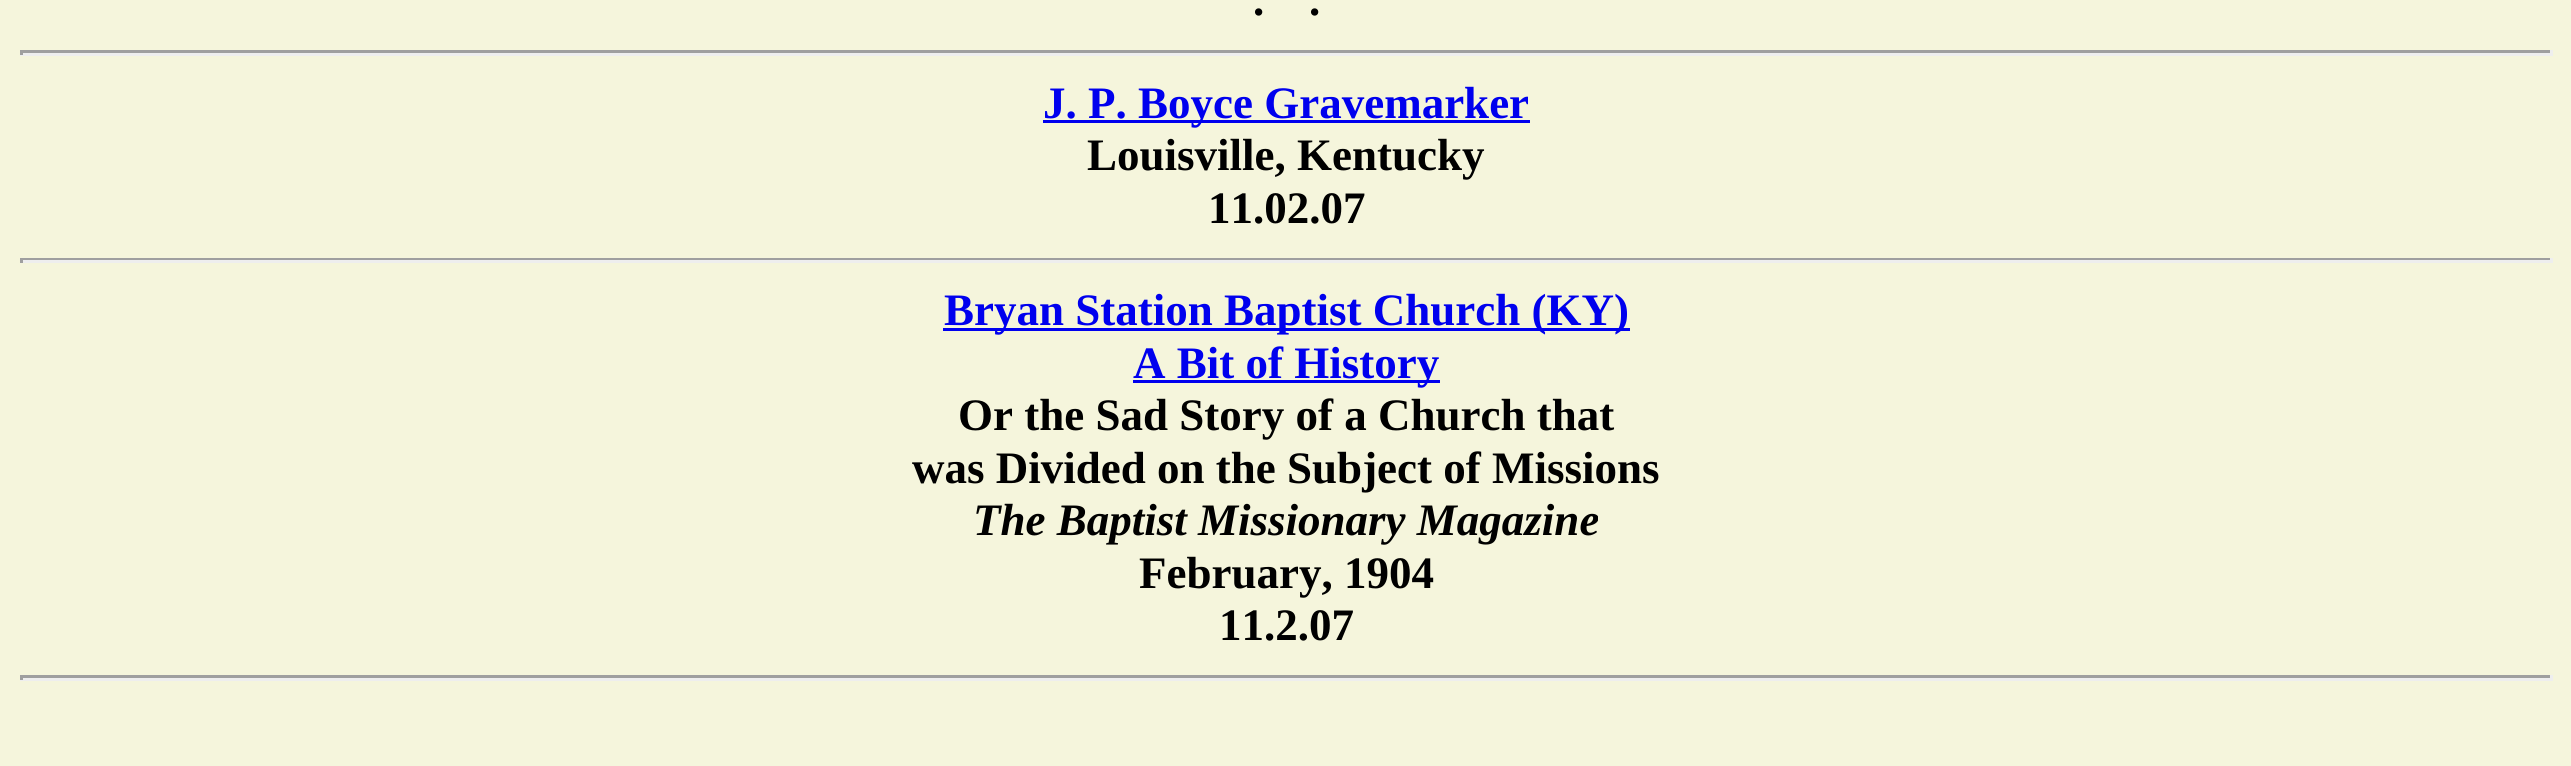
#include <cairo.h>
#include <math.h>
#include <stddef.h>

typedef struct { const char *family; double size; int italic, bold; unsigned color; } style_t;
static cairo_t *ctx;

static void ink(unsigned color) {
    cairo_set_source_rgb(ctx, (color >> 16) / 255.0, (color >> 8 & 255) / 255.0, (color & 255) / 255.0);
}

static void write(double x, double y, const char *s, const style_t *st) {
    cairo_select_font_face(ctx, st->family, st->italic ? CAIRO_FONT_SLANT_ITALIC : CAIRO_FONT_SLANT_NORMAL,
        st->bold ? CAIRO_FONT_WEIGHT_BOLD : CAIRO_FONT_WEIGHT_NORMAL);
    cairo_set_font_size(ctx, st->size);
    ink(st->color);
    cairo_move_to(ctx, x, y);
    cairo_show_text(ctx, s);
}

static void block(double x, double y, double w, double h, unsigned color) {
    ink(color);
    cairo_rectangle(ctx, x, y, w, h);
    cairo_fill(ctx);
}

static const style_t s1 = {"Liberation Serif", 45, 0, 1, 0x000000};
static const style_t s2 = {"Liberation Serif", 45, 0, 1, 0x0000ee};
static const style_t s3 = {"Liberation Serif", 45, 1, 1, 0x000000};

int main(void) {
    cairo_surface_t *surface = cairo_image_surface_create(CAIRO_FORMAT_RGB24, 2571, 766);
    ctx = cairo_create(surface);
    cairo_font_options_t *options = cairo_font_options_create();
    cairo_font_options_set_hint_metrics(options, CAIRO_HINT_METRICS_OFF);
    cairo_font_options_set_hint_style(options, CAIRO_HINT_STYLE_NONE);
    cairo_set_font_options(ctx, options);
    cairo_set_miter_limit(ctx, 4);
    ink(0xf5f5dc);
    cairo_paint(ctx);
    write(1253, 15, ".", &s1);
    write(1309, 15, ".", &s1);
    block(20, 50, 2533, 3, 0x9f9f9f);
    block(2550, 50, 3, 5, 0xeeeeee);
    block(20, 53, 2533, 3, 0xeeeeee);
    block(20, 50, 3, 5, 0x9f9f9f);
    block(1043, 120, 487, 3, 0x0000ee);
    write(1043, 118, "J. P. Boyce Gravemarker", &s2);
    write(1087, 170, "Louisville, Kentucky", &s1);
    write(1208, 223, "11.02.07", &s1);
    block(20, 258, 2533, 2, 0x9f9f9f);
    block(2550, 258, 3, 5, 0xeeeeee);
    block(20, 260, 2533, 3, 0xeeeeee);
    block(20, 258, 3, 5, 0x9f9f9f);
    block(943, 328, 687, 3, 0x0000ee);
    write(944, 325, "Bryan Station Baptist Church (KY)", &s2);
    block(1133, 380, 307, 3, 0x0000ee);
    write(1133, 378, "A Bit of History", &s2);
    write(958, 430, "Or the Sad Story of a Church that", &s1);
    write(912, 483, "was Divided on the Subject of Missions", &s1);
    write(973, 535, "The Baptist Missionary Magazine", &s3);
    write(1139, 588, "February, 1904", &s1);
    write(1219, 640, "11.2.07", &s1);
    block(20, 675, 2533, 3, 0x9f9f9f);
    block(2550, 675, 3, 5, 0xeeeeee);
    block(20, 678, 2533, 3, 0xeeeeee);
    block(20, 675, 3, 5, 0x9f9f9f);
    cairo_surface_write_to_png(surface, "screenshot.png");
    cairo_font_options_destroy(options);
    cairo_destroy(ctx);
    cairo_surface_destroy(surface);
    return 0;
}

==

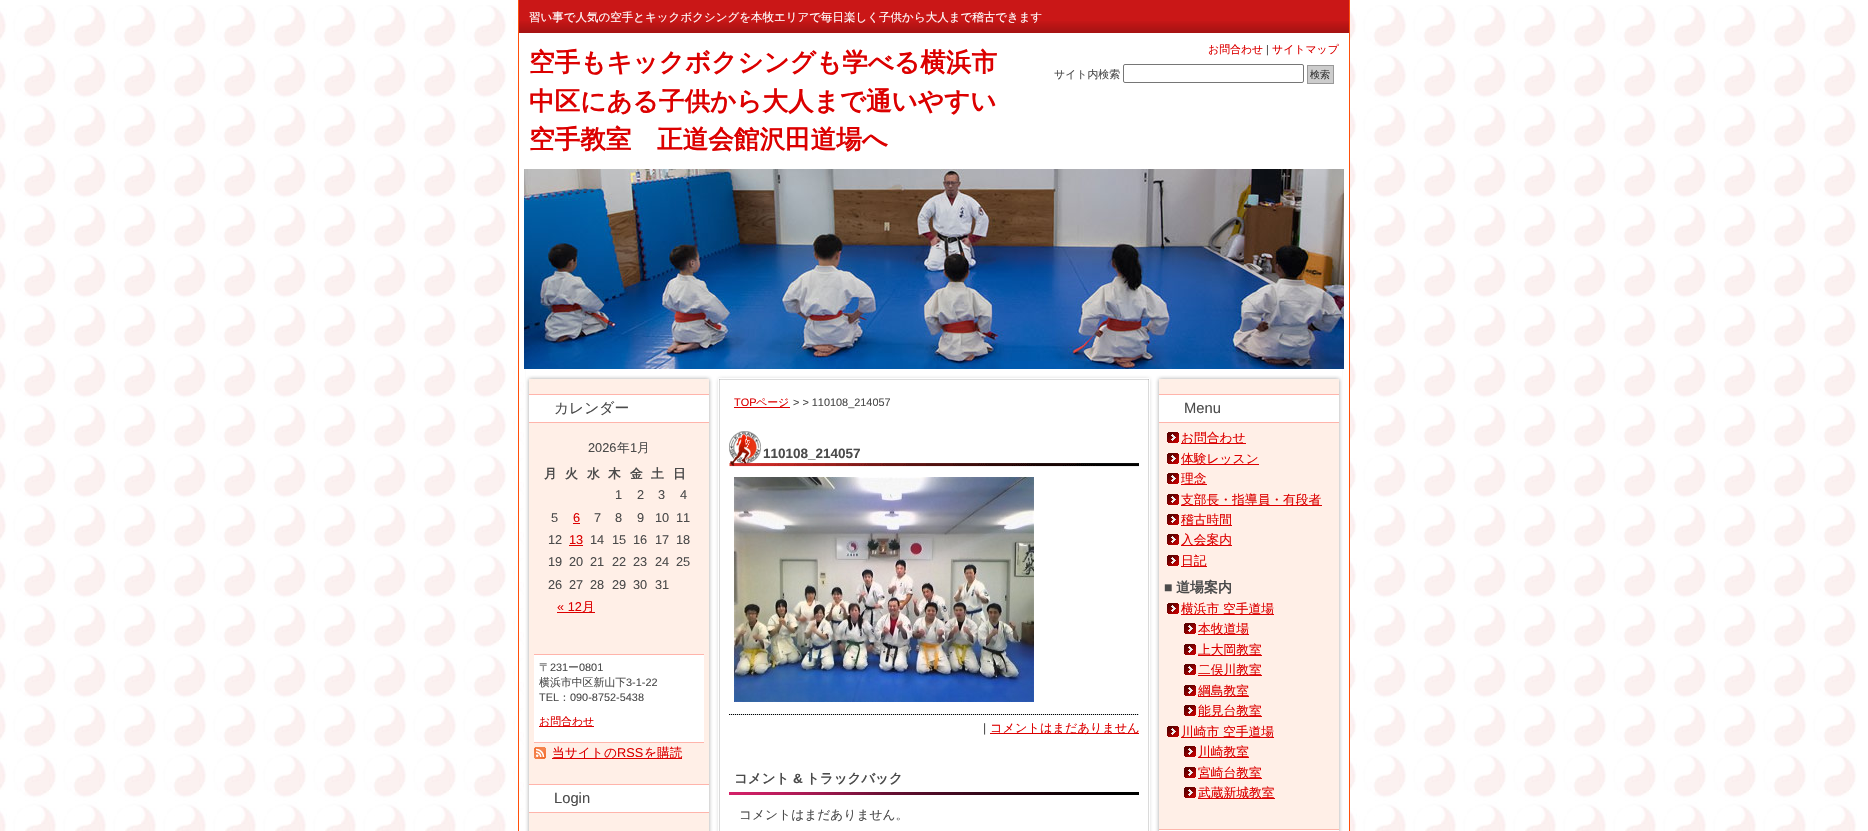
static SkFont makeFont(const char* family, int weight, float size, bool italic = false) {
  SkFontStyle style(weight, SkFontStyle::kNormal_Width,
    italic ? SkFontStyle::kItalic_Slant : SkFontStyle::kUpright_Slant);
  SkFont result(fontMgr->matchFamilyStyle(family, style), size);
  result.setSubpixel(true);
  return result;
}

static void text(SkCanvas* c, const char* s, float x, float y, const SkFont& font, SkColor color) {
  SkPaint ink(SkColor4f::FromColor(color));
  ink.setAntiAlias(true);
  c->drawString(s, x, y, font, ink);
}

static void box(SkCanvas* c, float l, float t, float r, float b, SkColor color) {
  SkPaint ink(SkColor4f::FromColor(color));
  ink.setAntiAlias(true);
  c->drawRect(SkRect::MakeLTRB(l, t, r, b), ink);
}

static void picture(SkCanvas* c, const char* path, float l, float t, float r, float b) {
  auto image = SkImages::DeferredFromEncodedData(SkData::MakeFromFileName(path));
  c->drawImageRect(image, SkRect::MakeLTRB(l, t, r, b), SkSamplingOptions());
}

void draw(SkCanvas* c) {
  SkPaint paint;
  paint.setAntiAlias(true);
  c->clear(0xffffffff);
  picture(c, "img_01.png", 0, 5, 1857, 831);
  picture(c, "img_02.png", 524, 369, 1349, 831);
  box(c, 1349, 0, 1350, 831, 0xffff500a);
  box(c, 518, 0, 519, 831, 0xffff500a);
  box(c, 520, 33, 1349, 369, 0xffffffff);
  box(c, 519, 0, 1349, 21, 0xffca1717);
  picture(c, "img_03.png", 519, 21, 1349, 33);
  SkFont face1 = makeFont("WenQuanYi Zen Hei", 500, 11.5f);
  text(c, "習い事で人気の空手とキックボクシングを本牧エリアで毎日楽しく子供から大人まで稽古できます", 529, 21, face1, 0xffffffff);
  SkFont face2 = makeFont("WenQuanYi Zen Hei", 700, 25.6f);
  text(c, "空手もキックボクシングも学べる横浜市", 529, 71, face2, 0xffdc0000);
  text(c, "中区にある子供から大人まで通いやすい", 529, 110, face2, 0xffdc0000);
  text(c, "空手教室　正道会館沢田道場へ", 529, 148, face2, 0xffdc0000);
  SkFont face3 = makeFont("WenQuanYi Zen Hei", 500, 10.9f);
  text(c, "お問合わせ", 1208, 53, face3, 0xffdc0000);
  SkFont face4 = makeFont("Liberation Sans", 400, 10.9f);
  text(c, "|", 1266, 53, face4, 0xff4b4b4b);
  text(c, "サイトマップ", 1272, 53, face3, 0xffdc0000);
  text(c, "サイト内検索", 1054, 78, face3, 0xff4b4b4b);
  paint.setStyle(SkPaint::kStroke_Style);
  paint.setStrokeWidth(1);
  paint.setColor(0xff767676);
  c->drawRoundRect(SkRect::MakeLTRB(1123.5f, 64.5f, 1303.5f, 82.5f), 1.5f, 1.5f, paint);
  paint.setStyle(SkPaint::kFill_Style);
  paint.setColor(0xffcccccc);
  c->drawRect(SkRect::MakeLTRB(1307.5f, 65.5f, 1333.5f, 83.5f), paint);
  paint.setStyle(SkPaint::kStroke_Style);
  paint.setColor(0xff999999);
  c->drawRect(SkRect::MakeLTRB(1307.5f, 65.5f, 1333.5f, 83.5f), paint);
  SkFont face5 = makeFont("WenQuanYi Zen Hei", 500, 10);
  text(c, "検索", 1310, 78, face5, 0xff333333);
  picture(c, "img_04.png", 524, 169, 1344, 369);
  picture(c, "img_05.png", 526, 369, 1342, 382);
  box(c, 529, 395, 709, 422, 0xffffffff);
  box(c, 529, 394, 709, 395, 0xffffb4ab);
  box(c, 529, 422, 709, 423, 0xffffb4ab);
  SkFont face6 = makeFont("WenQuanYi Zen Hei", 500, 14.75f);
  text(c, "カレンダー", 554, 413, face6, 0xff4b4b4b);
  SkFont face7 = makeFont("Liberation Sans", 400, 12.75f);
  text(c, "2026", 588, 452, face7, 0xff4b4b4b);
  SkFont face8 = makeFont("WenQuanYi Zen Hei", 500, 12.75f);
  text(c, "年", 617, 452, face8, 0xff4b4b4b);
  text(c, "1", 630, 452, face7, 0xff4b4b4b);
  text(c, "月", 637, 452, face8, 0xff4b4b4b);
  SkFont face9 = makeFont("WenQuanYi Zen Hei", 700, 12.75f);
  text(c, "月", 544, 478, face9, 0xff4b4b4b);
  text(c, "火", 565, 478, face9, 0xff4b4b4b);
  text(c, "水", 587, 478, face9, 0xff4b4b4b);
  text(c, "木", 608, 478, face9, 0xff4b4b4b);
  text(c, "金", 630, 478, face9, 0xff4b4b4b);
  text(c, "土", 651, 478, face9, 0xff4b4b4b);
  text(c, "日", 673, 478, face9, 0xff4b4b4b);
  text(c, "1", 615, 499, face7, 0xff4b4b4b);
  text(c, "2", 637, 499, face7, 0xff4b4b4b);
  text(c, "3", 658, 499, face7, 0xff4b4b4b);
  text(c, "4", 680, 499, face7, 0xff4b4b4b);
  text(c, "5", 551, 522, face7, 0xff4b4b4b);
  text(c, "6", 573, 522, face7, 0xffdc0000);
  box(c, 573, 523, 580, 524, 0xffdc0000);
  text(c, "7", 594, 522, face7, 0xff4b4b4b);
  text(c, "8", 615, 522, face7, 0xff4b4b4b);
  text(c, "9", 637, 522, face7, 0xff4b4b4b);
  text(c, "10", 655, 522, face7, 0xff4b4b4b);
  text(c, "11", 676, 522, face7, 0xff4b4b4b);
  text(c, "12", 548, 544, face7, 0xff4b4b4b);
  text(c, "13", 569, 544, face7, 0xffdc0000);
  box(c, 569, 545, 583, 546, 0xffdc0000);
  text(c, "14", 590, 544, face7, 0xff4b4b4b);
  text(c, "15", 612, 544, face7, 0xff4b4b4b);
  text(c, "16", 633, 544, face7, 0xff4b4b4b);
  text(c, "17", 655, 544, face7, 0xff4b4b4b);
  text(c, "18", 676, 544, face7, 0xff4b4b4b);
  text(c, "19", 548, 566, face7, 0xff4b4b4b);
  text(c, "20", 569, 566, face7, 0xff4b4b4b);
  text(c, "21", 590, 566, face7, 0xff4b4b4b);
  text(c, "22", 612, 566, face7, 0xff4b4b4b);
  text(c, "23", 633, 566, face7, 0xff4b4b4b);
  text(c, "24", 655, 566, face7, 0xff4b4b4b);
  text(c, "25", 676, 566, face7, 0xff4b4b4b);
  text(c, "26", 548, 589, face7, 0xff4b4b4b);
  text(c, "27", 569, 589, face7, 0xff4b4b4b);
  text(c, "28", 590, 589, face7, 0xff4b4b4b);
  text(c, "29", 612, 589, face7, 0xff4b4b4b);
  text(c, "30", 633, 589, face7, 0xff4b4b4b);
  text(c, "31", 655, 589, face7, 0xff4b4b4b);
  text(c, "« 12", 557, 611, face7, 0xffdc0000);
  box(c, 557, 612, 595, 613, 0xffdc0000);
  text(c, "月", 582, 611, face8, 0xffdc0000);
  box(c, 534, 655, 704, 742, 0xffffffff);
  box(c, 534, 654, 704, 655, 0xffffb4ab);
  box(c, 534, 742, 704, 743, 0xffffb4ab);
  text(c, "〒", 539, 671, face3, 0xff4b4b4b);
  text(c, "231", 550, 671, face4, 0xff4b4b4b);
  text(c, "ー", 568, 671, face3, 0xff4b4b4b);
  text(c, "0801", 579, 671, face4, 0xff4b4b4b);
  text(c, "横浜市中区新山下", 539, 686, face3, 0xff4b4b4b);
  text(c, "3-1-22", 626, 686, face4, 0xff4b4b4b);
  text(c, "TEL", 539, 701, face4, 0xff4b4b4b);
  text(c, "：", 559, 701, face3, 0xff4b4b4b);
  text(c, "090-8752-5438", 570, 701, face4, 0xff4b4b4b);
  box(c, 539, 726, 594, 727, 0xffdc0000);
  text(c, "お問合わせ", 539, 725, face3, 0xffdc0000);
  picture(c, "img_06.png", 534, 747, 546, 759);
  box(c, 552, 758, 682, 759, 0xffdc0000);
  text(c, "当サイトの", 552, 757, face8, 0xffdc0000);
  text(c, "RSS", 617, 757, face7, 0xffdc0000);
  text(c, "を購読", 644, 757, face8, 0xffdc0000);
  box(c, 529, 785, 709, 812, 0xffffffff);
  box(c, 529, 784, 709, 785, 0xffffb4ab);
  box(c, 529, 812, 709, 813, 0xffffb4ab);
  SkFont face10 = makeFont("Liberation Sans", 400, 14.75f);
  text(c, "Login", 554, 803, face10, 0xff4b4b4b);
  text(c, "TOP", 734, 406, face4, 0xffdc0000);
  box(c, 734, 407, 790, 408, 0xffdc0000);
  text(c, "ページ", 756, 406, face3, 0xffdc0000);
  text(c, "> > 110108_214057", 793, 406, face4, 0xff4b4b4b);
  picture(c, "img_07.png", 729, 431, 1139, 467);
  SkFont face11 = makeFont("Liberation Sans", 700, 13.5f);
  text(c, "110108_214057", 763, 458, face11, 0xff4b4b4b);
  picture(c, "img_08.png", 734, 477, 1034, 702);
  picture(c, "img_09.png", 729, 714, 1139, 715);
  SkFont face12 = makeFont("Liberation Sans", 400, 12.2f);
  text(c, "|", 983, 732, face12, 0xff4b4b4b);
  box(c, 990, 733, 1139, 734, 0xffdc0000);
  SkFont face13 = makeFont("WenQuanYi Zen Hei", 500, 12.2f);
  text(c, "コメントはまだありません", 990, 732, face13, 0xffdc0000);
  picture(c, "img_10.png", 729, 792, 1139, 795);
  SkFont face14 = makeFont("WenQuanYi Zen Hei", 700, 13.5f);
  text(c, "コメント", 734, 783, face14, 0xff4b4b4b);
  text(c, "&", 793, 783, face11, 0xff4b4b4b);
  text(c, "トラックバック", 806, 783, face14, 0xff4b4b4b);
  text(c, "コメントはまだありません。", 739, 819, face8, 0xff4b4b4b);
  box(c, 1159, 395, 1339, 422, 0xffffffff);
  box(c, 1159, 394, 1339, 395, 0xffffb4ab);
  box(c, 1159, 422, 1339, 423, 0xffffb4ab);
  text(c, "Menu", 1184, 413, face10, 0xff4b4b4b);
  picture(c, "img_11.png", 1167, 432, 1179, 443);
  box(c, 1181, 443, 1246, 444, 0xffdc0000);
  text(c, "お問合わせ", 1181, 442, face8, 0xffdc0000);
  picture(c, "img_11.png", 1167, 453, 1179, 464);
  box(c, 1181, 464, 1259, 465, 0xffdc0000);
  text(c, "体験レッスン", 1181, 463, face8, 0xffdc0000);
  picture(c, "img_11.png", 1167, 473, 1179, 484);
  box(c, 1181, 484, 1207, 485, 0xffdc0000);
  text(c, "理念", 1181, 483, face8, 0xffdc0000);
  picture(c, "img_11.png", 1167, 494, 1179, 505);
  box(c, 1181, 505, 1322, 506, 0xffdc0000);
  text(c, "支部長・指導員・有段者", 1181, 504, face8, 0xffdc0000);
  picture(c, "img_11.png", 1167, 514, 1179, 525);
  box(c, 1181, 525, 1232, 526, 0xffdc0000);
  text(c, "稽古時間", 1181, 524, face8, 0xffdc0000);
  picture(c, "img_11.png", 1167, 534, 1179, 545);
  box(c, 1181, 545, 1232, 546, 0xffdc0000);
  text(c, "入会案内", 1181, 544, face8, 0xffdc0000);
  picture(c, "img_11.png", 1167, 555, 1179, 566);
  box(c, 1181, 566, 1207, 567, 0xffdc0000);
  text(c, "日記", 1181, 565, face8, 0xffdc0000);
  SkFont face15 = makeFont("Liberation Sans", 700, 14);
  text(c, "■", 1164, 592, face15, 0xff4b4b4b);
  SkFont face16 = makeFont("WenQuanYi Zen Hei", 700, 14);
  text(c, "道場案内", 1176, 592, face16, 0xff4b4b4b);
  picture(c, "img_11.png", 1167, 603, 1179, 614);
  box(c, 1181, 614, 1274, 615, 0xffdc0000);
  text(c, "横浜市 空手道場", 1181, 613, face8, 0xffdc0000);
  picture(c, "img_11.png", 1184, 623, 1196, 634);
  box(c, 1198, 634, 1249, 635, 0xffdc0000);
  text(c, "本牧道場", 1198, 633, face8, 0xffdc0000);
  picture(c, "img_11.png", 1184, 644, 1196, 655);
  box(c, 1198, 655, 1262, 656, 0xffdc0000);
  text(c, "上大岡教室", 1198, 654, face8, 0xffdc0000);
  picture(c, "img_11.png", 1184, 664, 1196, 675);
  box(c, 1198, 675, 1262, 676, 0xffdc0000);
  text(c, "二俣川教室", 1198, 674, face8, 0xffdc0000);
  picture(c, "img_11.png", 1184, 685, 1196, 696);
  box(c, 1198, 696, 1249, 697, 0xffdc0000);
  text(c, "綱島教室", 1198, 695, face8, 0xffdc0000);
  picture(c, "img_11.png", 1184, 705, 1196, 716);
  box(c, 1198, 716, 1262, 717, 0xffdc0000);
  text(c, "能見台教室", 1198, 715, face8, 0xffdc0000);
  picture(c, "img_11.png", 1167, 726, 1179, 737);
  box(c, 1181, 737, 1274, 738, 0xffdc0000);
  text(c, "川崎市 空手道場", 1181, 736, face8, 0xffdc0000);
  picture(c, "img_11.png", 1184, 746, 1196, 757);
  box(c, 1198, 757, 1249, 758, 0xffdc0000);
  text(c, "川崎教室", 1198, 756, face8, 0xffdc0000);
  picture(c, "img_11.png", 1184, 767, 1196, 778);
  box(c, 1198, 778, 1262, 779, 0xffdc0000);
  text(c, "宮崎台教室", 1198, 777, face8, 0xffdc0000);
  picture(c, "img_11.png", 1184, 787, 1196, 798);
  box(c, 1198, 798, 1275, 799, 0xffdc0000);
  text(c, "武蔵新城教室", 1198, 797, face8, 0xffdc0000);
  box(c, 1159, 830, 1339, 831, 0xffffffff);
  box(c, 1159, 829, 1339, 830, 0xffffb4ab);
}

• **WORK ITEM**: In the data above, retype exactly and only the lines between the one holding "static void picture(SkCanvas*" and the one holding "paint.setAntiAlias(true);", inclusive.

• **THE ANSWER**:
static void picture(SkCanvas* c, const char* path, float l, float t, float r, float b) {
  auto image = SkImages::DeferredFromEncodedData(SkData::MakeFromFileName(path));
  c->drawImageRect(image, SkRect::MakeLTRB(l, t, r, b), SkSamplingOptions());
}

void draw(SkCanvas* c) {
  SkPaint paint;
  paint.setAntiAlias(true);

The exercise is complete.